*** Block opens ***

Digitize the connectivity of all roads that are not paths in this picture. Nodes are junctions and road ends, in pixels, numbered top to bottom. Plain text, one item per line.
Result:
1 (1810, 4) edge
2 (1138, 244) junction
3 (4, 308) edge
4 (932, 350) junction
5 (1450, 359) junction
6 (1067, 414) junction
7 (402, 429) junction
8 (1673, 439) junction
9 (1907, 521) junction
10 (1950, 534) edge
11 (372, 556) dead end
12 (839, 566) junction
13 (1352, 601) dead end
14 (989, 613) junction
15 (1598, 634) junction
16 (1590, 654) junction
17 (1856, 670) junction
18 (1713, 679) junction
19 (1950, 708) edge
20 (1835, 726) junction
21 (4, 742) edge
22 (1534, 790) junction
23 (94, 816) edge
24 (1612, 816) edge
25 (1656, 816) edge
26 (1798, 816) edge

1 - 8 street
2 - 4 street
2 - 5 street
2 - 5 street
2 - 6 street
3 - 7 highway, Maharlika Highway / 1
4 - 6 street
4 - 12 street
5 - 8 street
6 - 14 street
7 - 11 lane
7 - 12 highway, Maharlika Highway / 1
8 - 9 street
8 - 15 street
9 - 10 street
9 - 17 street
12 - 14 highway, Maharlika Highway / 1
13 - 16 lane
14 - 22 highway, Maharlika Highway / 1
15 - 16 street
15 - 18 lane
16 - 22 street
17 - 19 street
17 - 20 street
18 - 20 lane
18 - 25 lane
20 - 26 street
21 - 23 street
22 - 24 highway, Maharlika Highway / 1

*** Block closes ***

- [YOUR ASSIGNMENT] From the first line to the last, return the material exactly.

- [PROBLEM SOLUTION]
Digitize the connectivity of all roads that are not paths in this picture. Nodes are junctions and road ends, in pixels, numbered top to bottom. Plain text, one item per line.
Result:
1 (1810, 4) edge
2 (1138, 244) junction
3 (4, 308) edge
4 (932, 350) junction
5 (1450, 359) junction
6 (1067, 414) junction
7 (402, 429) junction
8 (1673, 439) junction
9 (1907, 521) junction
10 (1950, 534) edge
11 (372, 556) dead end
12 (839, 566) junction
13 (1352, 601) dead end
14 (989, 613) junction
15 (1598, 634) junction
16 (1590, 654) junction
17 (1856, 670) junction
18 (1713, 679) junction
19 (1950, 708) edge
20 (1835, 726) junction
21 (4, 742) edge
22 (1534, 790) junction
23 (94, 816) edge
24 (1612, 816) edge
25 (1656, 816) edge
26 (1798, 816) edge

1 - 8 street
2 - 4 street
2 - 5 street
2 - 5 street
2 - 6 street
3 - 7 highway, Maharlika Highway / 1
4 - 6 street
4 - 12 street
5 - 8 street
6 - 14 street
7 - 11 lane
7 - 12 highway, Maharlika Highway / 1
8 - 9 street
8 - 15 street
9 - 10 street
9 - 17 street
12 - 14 highway, Maharlika Highway / 1
13 - 16 lane
14 - 22 highway, Maharlika Highway / 1
15 - 16 street
15 - 18 lane
16 - 22 street
17 - 19 street
17 - 20 street
18 - 20 lane
18 - 25 lane
20 - 26 street
21 - 23 street
22 - 24 highway, Maharlika Highway / 1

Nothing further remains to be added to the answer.